Il sortit encore le jour suivant, et voici, deux Hébreux se querellaient. Il dit au coupable: « Pourquoi frappes-tu ton camarade? »
14 Hij antwoordde: Wie heeft u tot heer en rechter over ons aangesteld? Zijt gij soms van plan ook mij te vermoorden, zoals gij dien Egyptenaar hebt gedood? Nu werd Moses bang, want hij dacht: Het is dan toch bekend geworden.
Et cet homme répondit: « Qui t’a établi chef et juge sur nous? Est-ce que tu veux me tuer, comme tu as tué l’Egyptien? » Moïse fut effrayé, et il dit: « Certainement la chose est connue. »
15 Toen dan ook Farao er van hoorde, wilde hij Moses ter dood laten brengen. Maar Moses vluchtte voor Farao, en zocht een schuilplaats in het land Midjan. Terwijl hij daar neerzat bij een put,
Pharaon, ayant appris ce qui s’était passé, cherchait à faire mourir Moïse; mais Moïse s’enfuit de devant Pharaon; il se retira dans le pays de Madian, et il s’assit près du puits.
16 kwamen de zeven dochters van den priester van Midjan om water te scheppen en de drinkbakken te vullen voor de kudde van haar vader.
Le prêtre de Madian avait sept filles. Elles vinrent puiser de l’eau, et elles remplirent les auges pour abreuver le troupeau de leur père.
17 Maar daar de herders haar kwamen verjagen, sprong Moses haar te hulp, en gaf haar kudde te drinken.

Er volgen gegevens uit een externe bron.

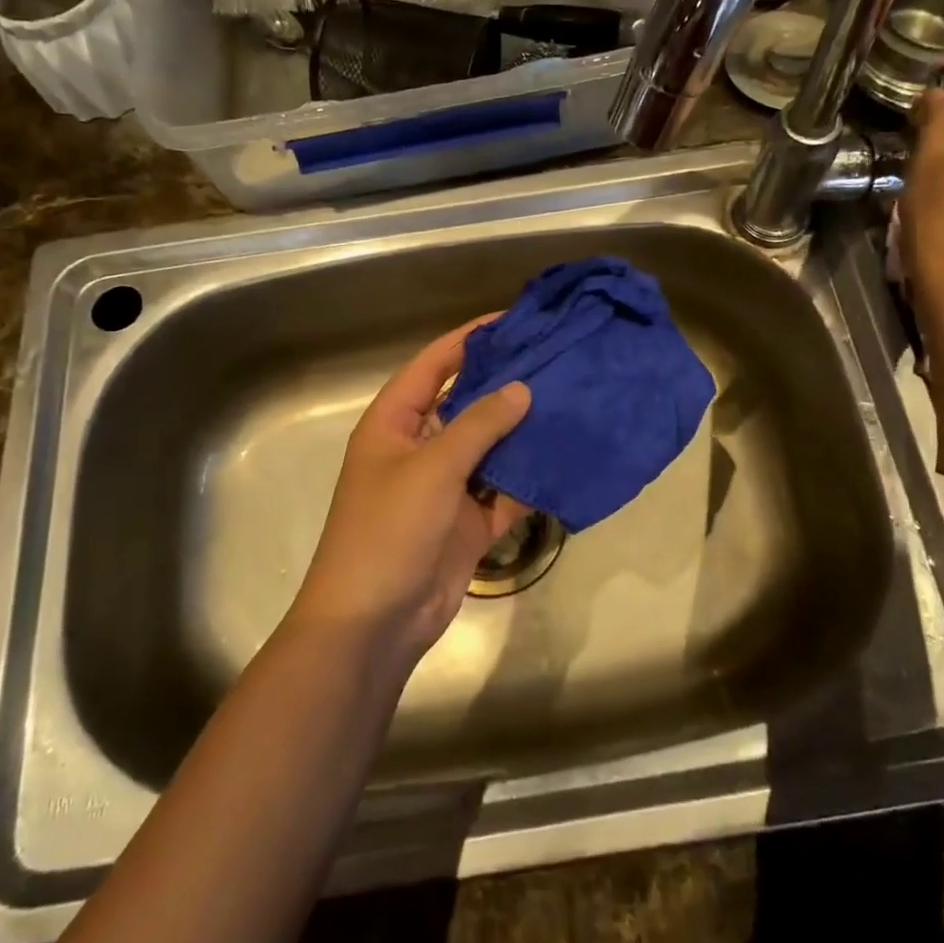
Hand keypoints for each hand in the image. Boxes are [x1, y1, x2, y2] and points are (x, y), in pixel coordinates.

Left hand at [290, 318, 531, 663]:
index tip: (511, 320)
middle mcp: (420, 447)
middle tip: (553, 359)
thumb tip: (521, 388)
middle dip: (504, 384)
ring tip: (569, 400)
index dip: (467, 340)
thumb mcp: (432, 468)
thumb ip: (478, 425)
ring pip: (490, 447)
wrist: (374, 622)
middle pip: (466, 403)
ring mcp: (446, 486)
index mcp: (394, 423)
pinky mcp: (469, 521)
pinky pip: (504, 490)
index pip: (432, 365)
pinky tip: (564, 459)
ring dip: (522, 431)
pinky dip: (528, 479)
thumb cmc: (389, 530)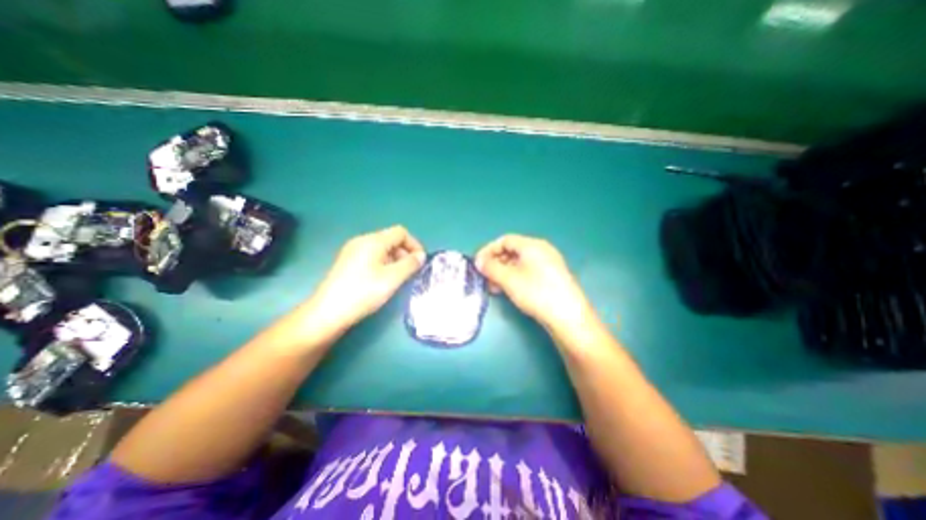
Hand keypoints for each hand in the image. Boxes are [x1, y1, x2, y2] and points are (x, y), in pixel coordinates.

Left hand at [287, 226, 426, 347]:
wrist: (328, 312)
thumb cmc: (363, 292)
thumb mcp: (392, 278)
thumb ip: (410, 264)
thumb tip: (421, 256)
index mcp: (373, 240)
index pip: (401, 232)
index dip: (414, 244)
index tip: (420, 262)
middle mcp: (362, 240)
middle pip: (390, 239)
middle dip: (404, 253)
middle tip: (410, 272)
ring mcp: (352, 251)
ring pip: (381, 248)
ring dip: (394, 259)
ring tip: (397, 278)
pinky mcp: (347, 262)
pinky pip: (371, 256)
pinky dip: (383, 263)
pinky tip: (382, 280)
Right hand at [474, 233, 597, 332]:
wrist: (568, 316)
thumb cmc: (536, 292)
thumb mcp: (509, 279)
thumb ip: (491, 268)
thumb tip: (478, 261)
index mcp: (532, 245)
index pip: (504, 240)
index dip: (488, 250)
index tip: (478, 264)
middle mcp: (541, 250)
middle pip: (512, 251)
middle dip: (495, 263)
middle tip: (484, 277)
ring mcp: (548, 264)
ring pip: (519, 263)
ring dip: (503, 272)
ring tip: (494, 287)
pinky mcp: (551, 277)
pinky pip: (527, 271)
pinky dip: (514, 278)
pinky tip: (508, 290)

Les bergers, étant arrivés, les chassèrent; alors Moïse se leva, prit leur défense et fit boire leur troupeau.
18 Toen ze bij haar vader Reoeël kwamen, vroeg hij: Waarom zijt ge vandaag zo vroeg terug?
Quand elles furent de retour auprès de Raguel, leur père, il dit: « Pourquoi revenez-vous sitôt aujourd’hui? »
19 Zij antwoordden: Een Egyptenaar heeft ons van de herders bevrijd, ook water voor ons geput, en de kudde laten drinken.
Elles répondirent: « Un Égyptien nous a délivrées de la main des bergers, et même il a puisé pour nous de l’eau et il a fait boire le troupeau. »
20 Toen zei hij tot zijn dochters: Waar is hij? Waarom hebt gij dien man daar laten staan? Nodigt hem uit, om mee te eten.
Il dit à ses filles: « Où est-il? Pourquoi avez-vous laissé cet homme? Rappelez-le, pour qu’il prenne quelque nourriture. »
21 Zo besloot Moses bij dien man te blijven; en deze gaf Moses zijn dochter Sippora tot vrouw.
Moïse consentit à demeurer chez cet homme, qui lui donna pour femme Séphora, sa fille.
22 Zij baarde een zoon, dien hij Gersjom noemde; want hij zeide: Ik toef als gast in een vreemd land.
Elle enfanta un fils, qu’il appela Gersam, « car, dit-il, je suis un étranger sur une terre étrangère. »
23 In die lange tussentijd was de koning van Egypte wel gestorven, maar de Israëlieten zuchtten en klaagden nog steeds onder de zware arbeid, en hun geschrei om verlossing uit de slavernij steeg omhoog tot God.
Durant ces longs jours, le roi d’Égypte mourut. Les enfants d’Israël, gémissant encore sous la servitude, poussèrent des cris, et ces cris, arrachés par la servitude, montèrent jusqu’à Dieu.
24 God hoorde hun kermen en was zijn Verbond met Abraham, Isaäk en Jakob indachtig.
Dieu entendit leurs gémissements, et se souvint de son alliance avec Abraham, Isaac et Jacob.
25 God zag neer op Israëls kinderen en bekommerde Zich om hun lot.
Dieu regarda les enfants d’Israël et il les reconnut.